Exercise prompt:
If a line in the data holds the string "linejoin", list it.
---+---
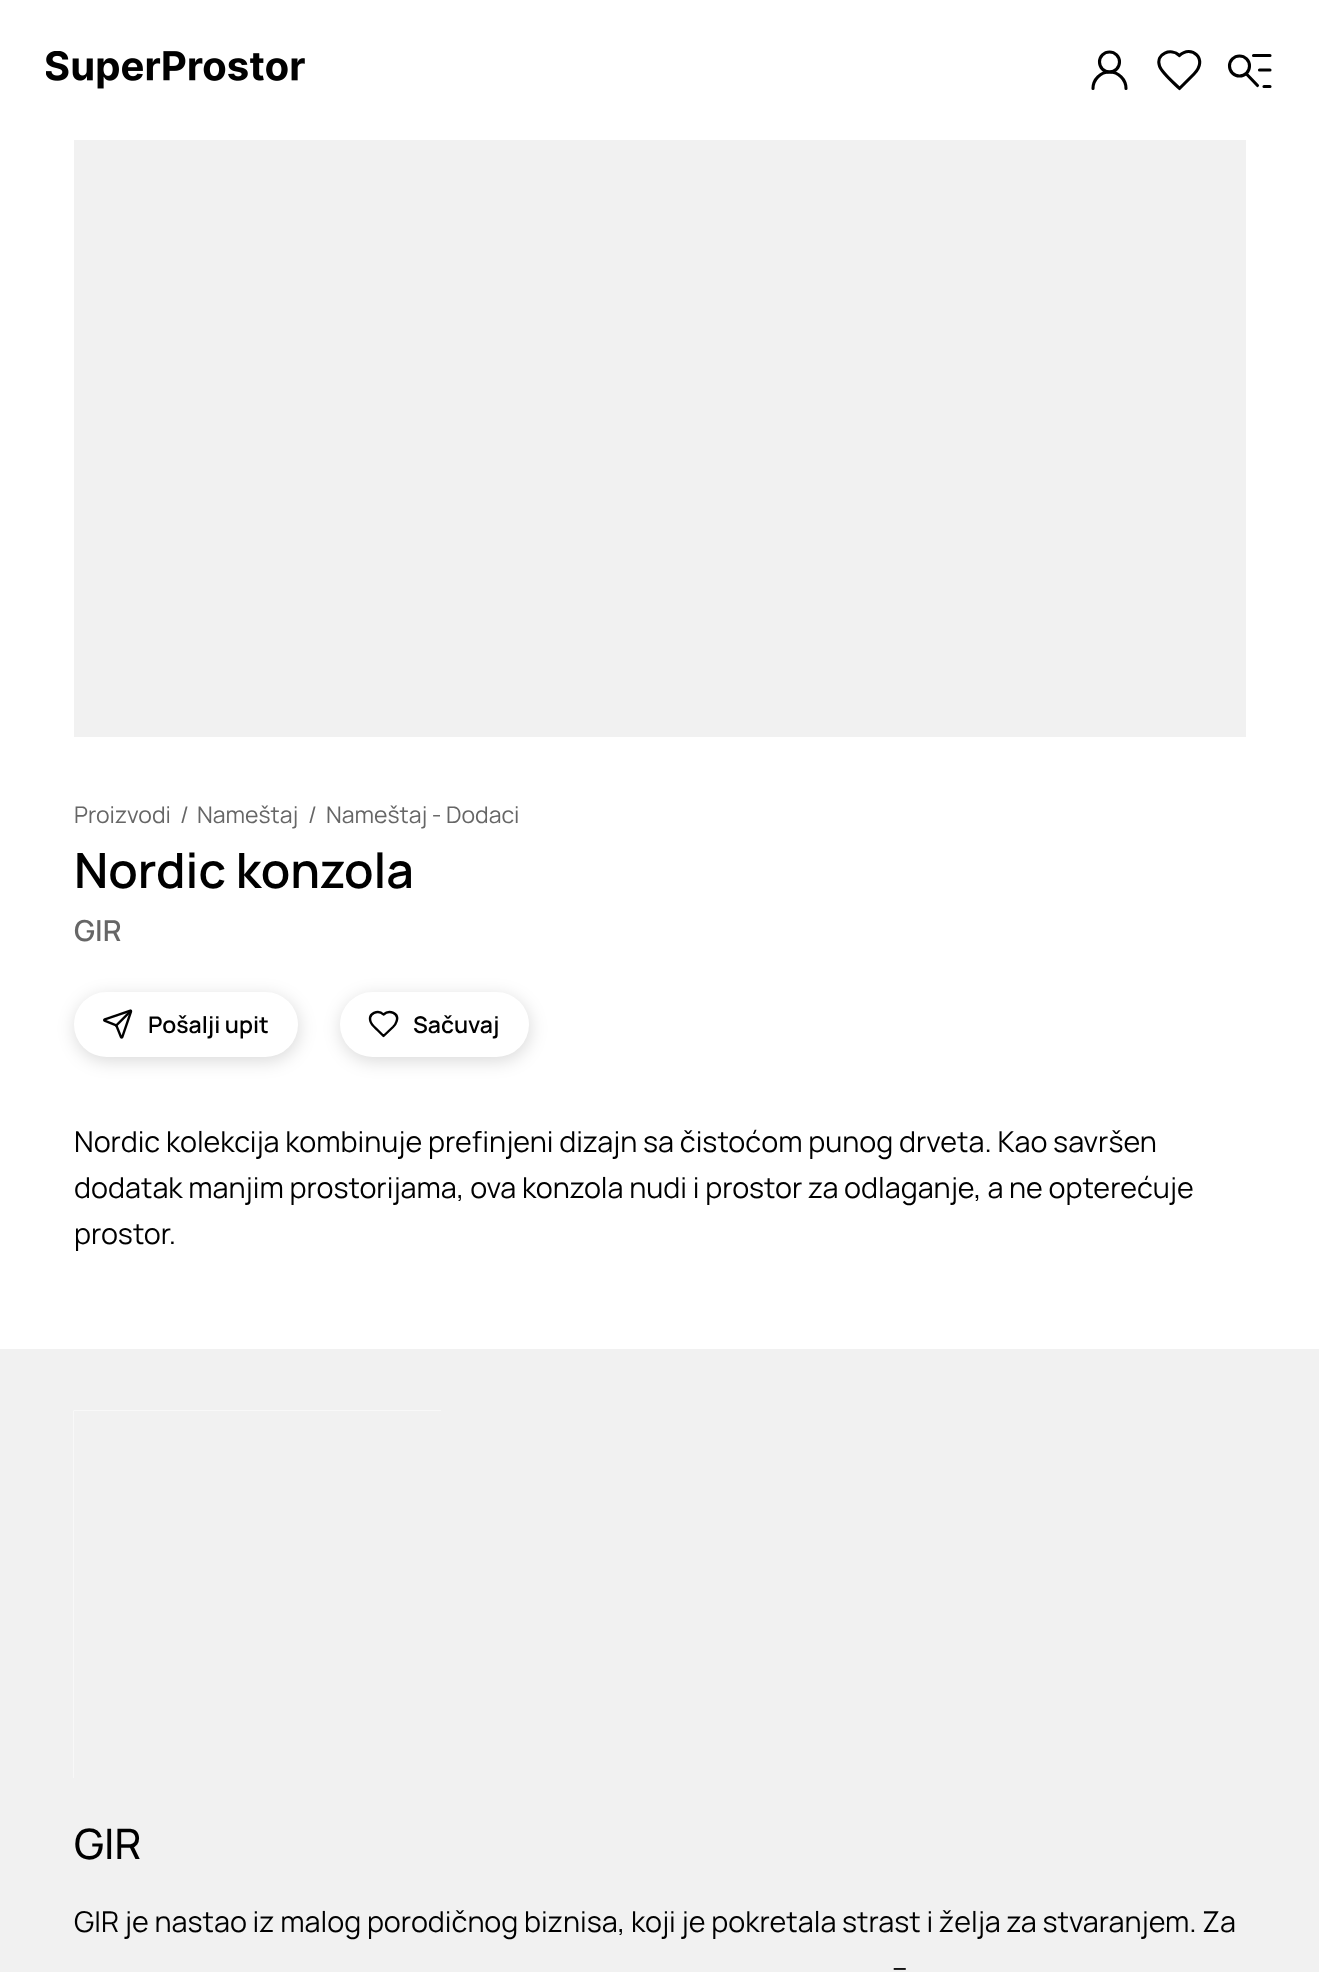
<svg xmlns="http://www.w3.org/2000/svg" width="1319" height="1972">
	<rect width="100%" height="100%" fill="#FFFFFF" />
	<image x="46" y="51" width="259" height="38" href="assets/img1.png" />
	<circle cx="1109.5" cy="62" r="10" fill="none" stroke="#000000" stroke-width="3.1" />
	<path d="M1126 88.5C1126 79.5 1118.5 72 1109.5 72C1100.5 72 1093 79.5 1093 88.5" fill="none" stroke="#000000" stroke-width="3.1" stroke-linecap="round" stroke-linejoin="round" />
	<path d="M1194 74C1209 59 1191 44 1179.5 55.5C1171 47.5 1155.5 53.5 1159.5 66C1161.5 72.5 1174.5 83.5 1179.5 88.5Z" fill="none" stroke="#000000" stroke-width="3.1" stroke-linecap="round" stroke-linejoin="round" />
	<circle cx="1239.5" cy="66" r="10" fill="none" stroke="#000000" stroke-width="3.1" />
	<path d="M1253.5 55.5H1270M1259.5 70H1270M1264 86.5H1270M1246.5 74L1257.5 85.5" fill="none" stroke="#000000" stroke-width="3.1" stroke-linecap="round" stroke-linejoin="round" />
	<rect x="74" y="140" width="1172" height="597" fill="#F1F1F1" />
	<g font-family="Manrope" font-size="23" fill="#666666">
		<text x="74" y="823">Proizvodi</text>
		<text x="180" y="823">/</text>
		<text x="197" y="823">Nameštaj</text>
		<text x="308" y="823">/</text>
		<text x="326" y="823">Nameštaj - Dodaci</text>
	</g>
	<text x="74" y="888" font-family="Manrope" font-size="48.5" font-weight="600" fill="#000000">Nordic konzola</text>
	<text x="74" y="941" font-family="Manrope" font-size="29" font-weight="600" fill="#666666">GIR</text>
	<rect x="75" y="996" width="224" height="65" rx="32.5" fill="#000000" fill-opacity="0.15" filter="blur(9px)" />
	<rect x="74" y="992" width="224" height="65" rx="32.5" fill="#FFFFFF" />
	<image x="103" y="1009" width="30" height="30" href="assets/img2.png" />
	<text x="148" y="1033" font-family="Manrope" font-size="23" font-weight="600" fill="#000000">Pošalji upit</text>
	<rect x="341" y="996" width="189" height="65" rx="32.5" fill="#000000" fill-opacity="0.15" filter="blur(9px)" />
	<rect x="340" y="992" width="189" height="65" rx="32.5" fill="#FFFFFF" />
	<path d="M393 1027C394.5 1025.5 396 1023.5 396.5 1021.5C399.5 1013.5 389.5 1009 383.5 1014.5C378 1009 368 1013.5 370.5 1021.5C371.5 1025 375 1027.5 377.5 1030L383.5 1036Z" fill="none" stroke="#000000" stroke-width="2.4" stroke-linecap="round" stroke-linejoin="round" />
	<text x="413" y="1033" font-family="Manrope" font-size="23" font-weight="600" fill="#000000">Sačuvaj</text>
	<g font-family="Manrope" font-size="28.7" fill="#000000">
		<text x="74" y="1152">Nordic kolekcija kombinuje prefinjeni dizajn sa čistoćom punog drveta. Kao savršen</text>
		<text x="74" y="1198">dodatak manjim prostorijama, ova konzola nudi i prostor za odlaganje, a ne opterećuje</text>
		<text x="74" y="1244">prostor.</text>
	</g>
	<rect x="0" y="1349" width="1319" height="623" fill="#F1F1F1" />
	<image x="73" y="1410" width="368" height="368" href="assets/img3.png" />
	<rect x="74" y="1411" width="367" height="367" fill="#F1F1F1" />
	<text x="74" y="1859" font-family="Manrope" font-size="42" font-weight="500" fill="#000000">GIR</text>
	<g font-family="Manrope" font-size="28.7" fill="#000000">
		<text x="74" y="1932">GIR je nastao iz malog porodičnog biznisa, koji je pokretala strast i želja za stvaranjem. Za</text>
		<text x="892" y="1978">–</text>
	</g>
</svg>
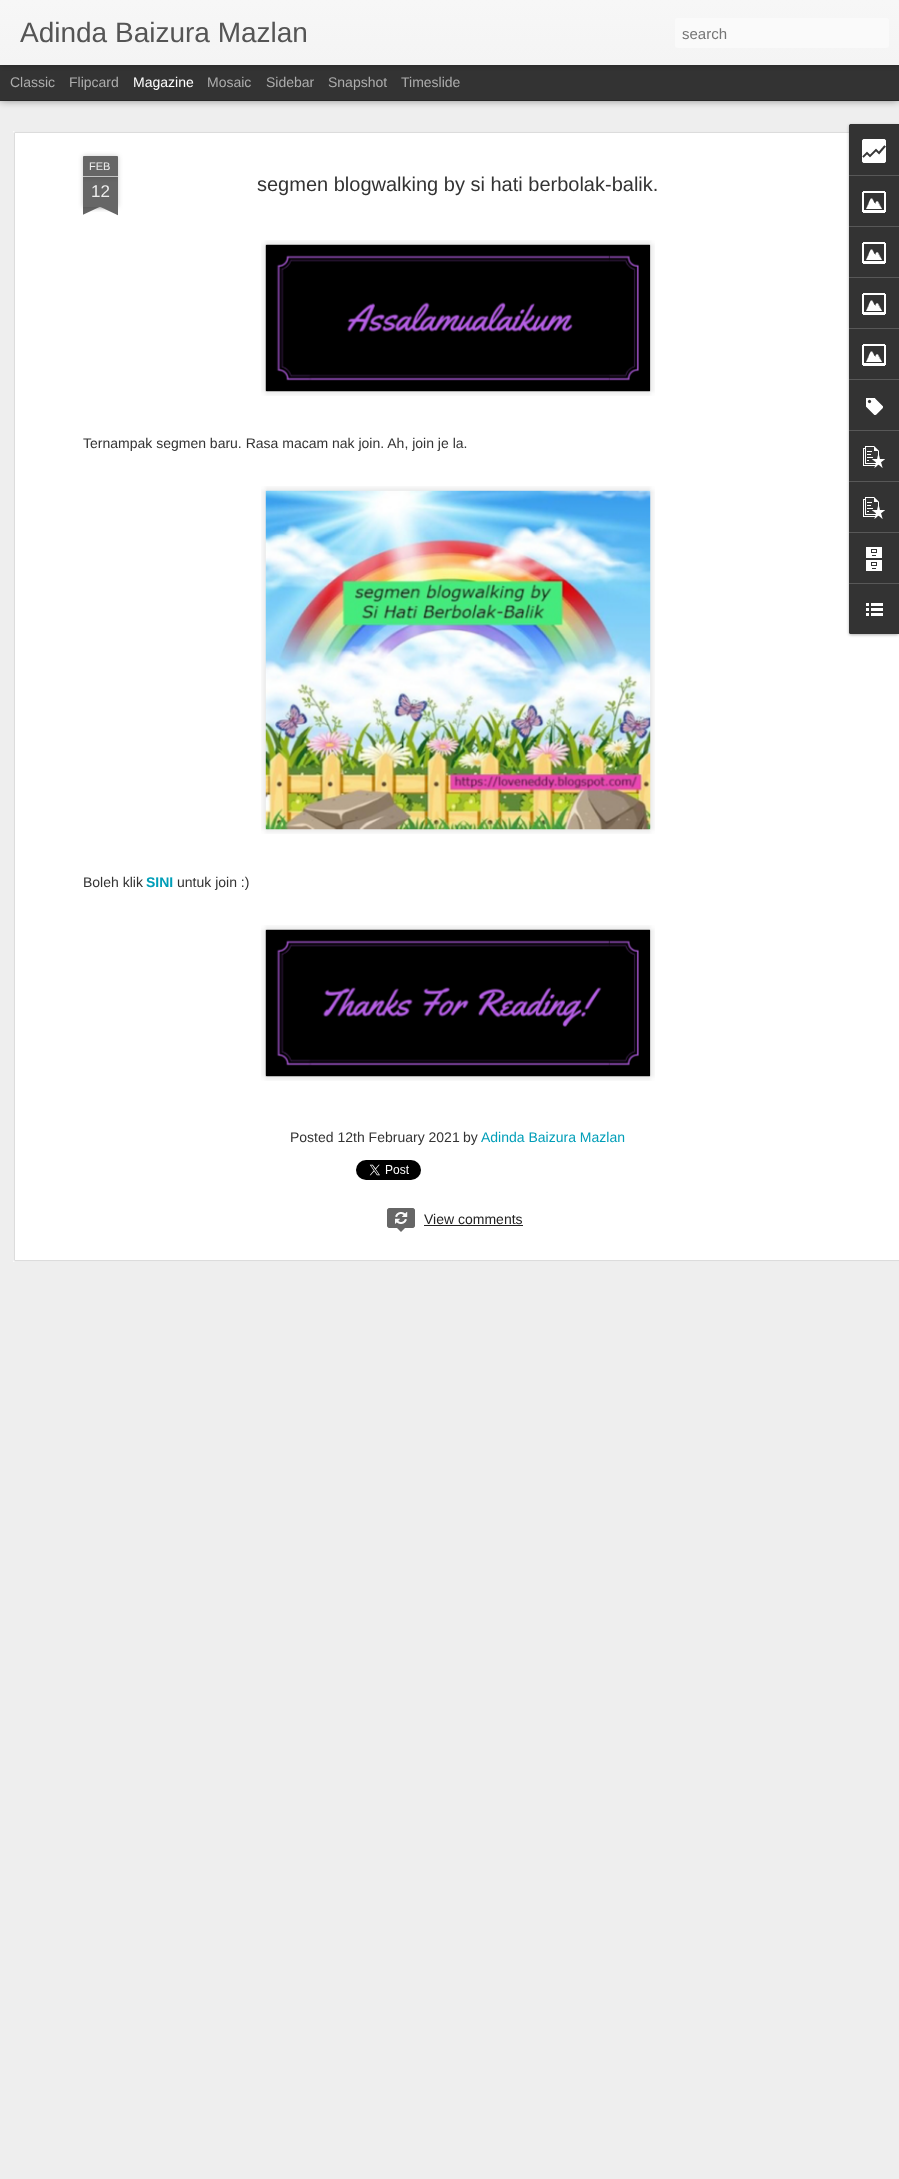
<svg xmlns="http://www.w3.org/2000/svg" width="899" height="2179">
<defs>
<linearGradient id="g1" gradientUnits="userSpaceOnUse" x1="0" y1="0" x2="0" y2="65"><stop offset="0" stop-color="#f7f7f7"/><stop offset="1" stop-color="#f4f4f4"/></linearGradient>
<clipPath id="clip1"><rect x="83" y="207" width="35" height="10"/></clipPath>
<clipPath id="clip2"><rect x="83" y="207" width="35" height="10"/></clipPath>
</defs>
<rect width="100%" height="100%" fill="#333"/>
<rect y="101" width="899" height="2078" fill="#eee"/>
<rect y="65" width="899" height="35" fill="#00000080" filter="blur(4px)"/>
<rect y="65" width="899" height="35" fill="#333"/>
<rect width="899" height="65" fill="#0000004d" filter="blur(2.5px)"/>
<rect width="899" height="65" fill="url(#g1)"/>
<text x="20" y="42" style="font-family:Liberation Sans;font-size:28px;fill:#555">Adinda Baizura Mazlan</text>
<rect x="675" y="18" width="214" height="30" rx="3" fill="#fafafa"/>
<text x="682" y="39" style="font-family:Liberation Sans;font-size:15px;fill:#757575">search</text>
<text x="10" y="87" style="font-family:Liberation Sans;font-size:14px;fill:#adadad">Classic</text>
<text x="69" y="87" style="font-family:Liberation Sans;font-size:14px;fill:#adadad">Flipcard</text>
<text x="133" y="87" style="font-family:Liberation Sans;font-size:14px;fill:#fff">Magazine</text>
<text x="207" y="87" style="font-family:Liberation Sans;font-size:14px;fill:#adadad">Mosaic</text>
<text x="266" y="87" style="font-family:Liberation Sans;font-size:14px;fill:#adadad">Sidebar</text>
<text x="328" y="87" style="font-family:Liberation Sans;font-size:14px;fill:#adadad">Snapshot</text>
<text x="401" y="87" style="font-family:Liberation Sans;font-size:14px;fill:#adadad">Timeslide</text>
<rect x="13" y="131" width="886" height="1131" fill="#fff"/>
<image x="13" y="131" width="886" height="1131" href="media/1.png"/>
<rect x="83" y="177" width="35" height="30" fill="#00000033" filter="blur(2.5px)"/>
<rect x="83" y="177" width="35" height="30" fill="#666"/>
<rect x="83" y="156" width="35" height="21" rx="1" fill="#00000033" filter="blur(2.5px)"/>
<path d="M84 156h33c.5 0 1 .5 1 1v20h-35v-20c0-.5 .5-1 1-1z" fill="#666"/>
<rect x="83" y="176" width="35" height="1" fill="#c2c2c2"/>
<text x="89" y="170" style="font-family:Liberation Sans;font-size:11px;fill:#eee">FEB</text>
<text x="91" y="197" style="font-family:Liberation Sans;font-size:17px;fill:#eee">12</text>
<g clip-path="url(#clip1)">
<rect x="74" y="197" width="50" height="10" fill="#00000033" filter="blur(2.5px)"/>
</g>
<g clip-path="url(#clip2)">
<path d="M74 208l45-21l4 9l-45 21z" fill="#666"/>
</g>
<g clip-path="url(#clip1)">
<rect x="77" y="197" width="50" height="10" fill="#00000033" filter="blur(2.5px)"/>
</g>
<g clip-path="url(#clip2)">
<path d="M81 187l45 21l-4 9l-45-21z" fill="#666"/>
</g>
<text x="257" y="191" style="font-family:Liberation Sans;font-size:20px;fill:#333">segmen blogwalking by si hati berbolak-balik.</text>
<image x="261" y="240" width="394" height="156" href="media/2.png"/>
<image x="265" y="244" width="386" height="148" href="media/3.png"/>
<text x="83" y="448" style="font-family:Liberation Sans;font-size:14px;fill:#333">Ternampak segmen baru. Rasa macam nak join. Ah, join je la.</text>
<image x="261" y="486" width="394" height="348" href="media/4.png"/>
<image x="265" y="490" width="386" height="340" href="media/5.png"/>
<text x="83" y="887" style="font-family:Liberation Sans;font-size:14px;fill:#333">Boleh klik</text>
<text x="146" y="887" style="font-family:Liberation Sans;font-size:14px;font-weight:bold;fill:#009eb8">SINI</text>
<text x="177" y="887" style="font-family:Liberation Sans;font-size:14px;fill:#333">untuk join :)</text>
<image x="261" y="925" width="394" height="156" href="media/6.png"/>
<image x="265" y="929" width="386" height="148" href="media/7.png"/>
<text x="290" y="1142" style="font-family:Liberation Sans;font-size:14px;fill:#333">Posted 12th February 2021</text>
<text x="463" y="1142" style="font-family:Liberation Sans;font-size:14px;fill:#333">by</text>
<text x="481" y="1142" style="font-family:Liberation Sans;font-size:14px;fill:#009eb8">Adinda Baizura Mazlan</text>
<image x="356" y="1160" width="65" height="20" href="media/8.png"/>
<rect x="387" y="1208" width="28" height="20" rx="3" fill="#666"/>
<image x="395" y="1212" width="13" height="12" href="media/9.png"/>
<rect x="387.5" y="1208.5" width="27" height="19" rx="2.5" fill="none" stroke="#666"/>
<path d="M396 1227h10l-5 5z" fill="#666"/>
<text x="424" y="1224" style="font-family:Liberation Sans;font-size:14px;fill:#222">View comments</text>
<rect x="424" y="1225" width="99" height="1" fill="#222"/>
<rect x="849" y="125" width="50" height="510" rx="2" fill="#0000004d" filter="blur(1.5px)"/>
<path d="M851 124h48v510h-48c-1 0-2-1-2-2v-506c0-1 1-2 2-2z" fill="#333"/>
<path d="M851 124h48v51h-50v-49c0-1 1-2 2-2z" fill="#333"/>
<image x="862" y="139" width="24" height="24" href="media/10.png"/>
<rect x="849" y="175" width="50" height="1" fill="#585858"/>
<image x="862" y="191" width="24" height="22" href="media/11.png"/>
<rect x="849" y="226" width="50" height="1" fill="#585858"/>
<image x="862" y="242" width="24" height="22" href="media/11.png"/>
<rect x="849" y="277" width="50" height="1" fill="#585858"/>
<image x="862" y="293" width="24" height="22" href="media/11.png"/>
<rect x="849" y="328" width="50" height="1" fill="#585858"/>
<image x="862" y="344" width="24" height="22" href="media/11.png"/>
<rect x="849" y="379" width="50" height="1" fill="#585858"/>
<image x="866" y="398" width="17" height="17" href="media/12.png"/>
<rect x="849" y="430" width="50" height="1" fill="#585858"/>
<image x="863" y="446" width="22" height="22" href="media/13.png"/>
<rect x="849" y="481" width="50" height="1" fill="#585858"/>
<image x="863" y="497" width="22" height="22" href="media/13.png"/>
<rect x="849" y="532" width="50" height="1" fill="#585858"/>
<image x="866" y="547" width="16" height="24" href="media/14.png"/>
<path d="M849 583h50v51h-48c-1 0-2-1-2-2z" fill="#333"/>
<rect x="849" y="583" width="50" height="1" fill="#585858"/>
<image x="866" y="603" width="17" height="13" href="media/15.png"/>
</svg>
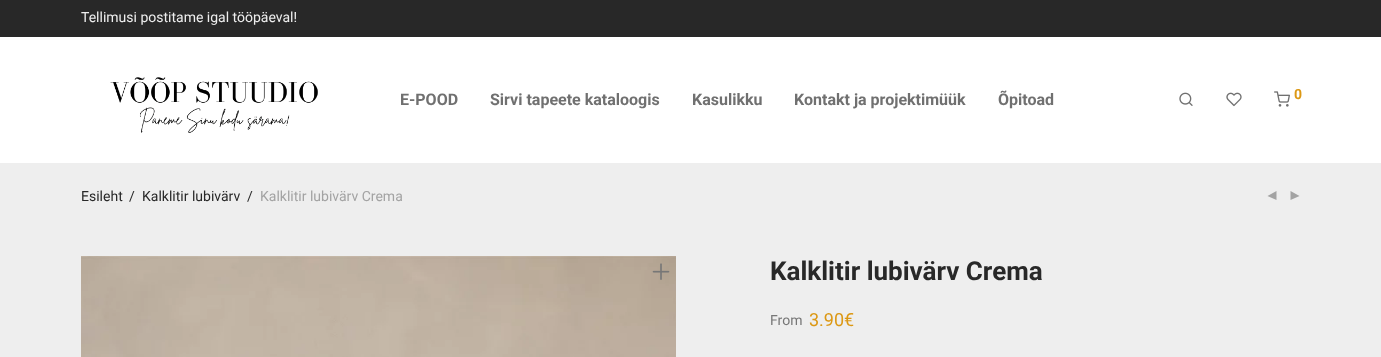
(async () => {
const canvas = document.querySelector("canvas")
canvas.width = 1381
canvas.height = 357
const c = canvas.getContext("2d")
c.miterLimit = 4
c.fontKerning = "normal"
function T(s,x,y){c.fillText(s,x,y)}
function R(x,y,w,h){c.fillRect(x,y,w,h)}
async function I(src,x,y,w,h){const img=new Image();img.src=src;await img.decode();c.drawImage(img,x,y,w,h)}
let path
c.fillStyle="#eee"
R(0,0,1381,357)
c.fillStyle="#282828"
R(0,0,1381,37)
c.font="14px Roboto"
c.fillStyle="#eee"
T("Tellimusi postitame igal tööpäeval!",81,22)
c.fillStyle="#fff"
R(0,37,1381,126)
await I("1.png",110,77,208,56)
c.font="bold 16px Roboto"
c.fillStyle="#707070"
T("E-POOD",400,105)
T("Sirvi tapeete kataloogis",490,105)
T("Kasulikku",692,105)
T("Kontakt ja projektimüük",794,105)
T("Õpitoad",998,105)
await I("2.png",1179,92,14,14)
await I("3.png",1226,92,16,15)
await I("4.png",1274,91,16,16)
c.font="bold 14px Roboto"
c.fillStyle="#dc9814"
T("0",1294,99)
c.font="14px Roboto"
c.fillStyle="#282828"
T("Esileht",81,201)
T("/",129,201)
T("Kalklitir lubivärv",142,201)
T("/",247,201)
c.fillStyle="#a3a3a3"
T("Kalklitir lubivärv Crema",260,201)
path = new Path2D("M1276.5 191v9l-9-4zm14 0v9l9-4z")
c.fill(path)
await I("5.png",81,256,595,101)
await I("6.png",652,263,18,17)
c.font="bold 26px Roboto"
c.fillStyle="#282828"
T("Kalklitir lubivärv Crema",770,280)
c.font="14px Roboto"
c.fillStyle="#777"
T("From",770,325)
c.font="18px Roboto"
c.fillStyle="#dc9814"
T("3.90€",809,326)
})()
---+---
Exercise answer:
	<path d="M1126 88.5C1126 79.5 1118.5 72 1109.5 72C1100.5 72 1093 79.5 1093 88.5" fill="none" stroke="#000000" stroke-width="3.1" stroke-linecap="round" stroke-linejoin="round" />
	<path d="M1194 74C1209 59 1191 44 1179.5 55.5C1171 47.5 1155.5 53.5 1159.5 66C1161.5 72.5 1174.5 83.5 1179.5 88.5Z" fill="none" stroke="#000000" stroke-width="3.1" stroke-linecap="round" stroke-linejoin="round" />
	<path d="M1253.5 55.5H1270M1259.5 70H1270M1264 86.5H1270M1246.5 74L1257.5 85.5" fill="none" stroke="#000000" stroke-width="3.1" stroke-linecap="round" stroke-linejoin="round" />
	<path d="M393 1027C394.5 1025.5 396 1023.5 396.5 1021.5C399.5 1013.5 389.5 1009 383.5 1014.5C378 1009 368 1013.5 370.5 1021.5C371.5 1025 375 1027.5 377.5 1030L383.5 1036Z" fill="none" stroke="#000000" stroke-width="2.4" stroke-linecap="round" stroke-linejoin="round" />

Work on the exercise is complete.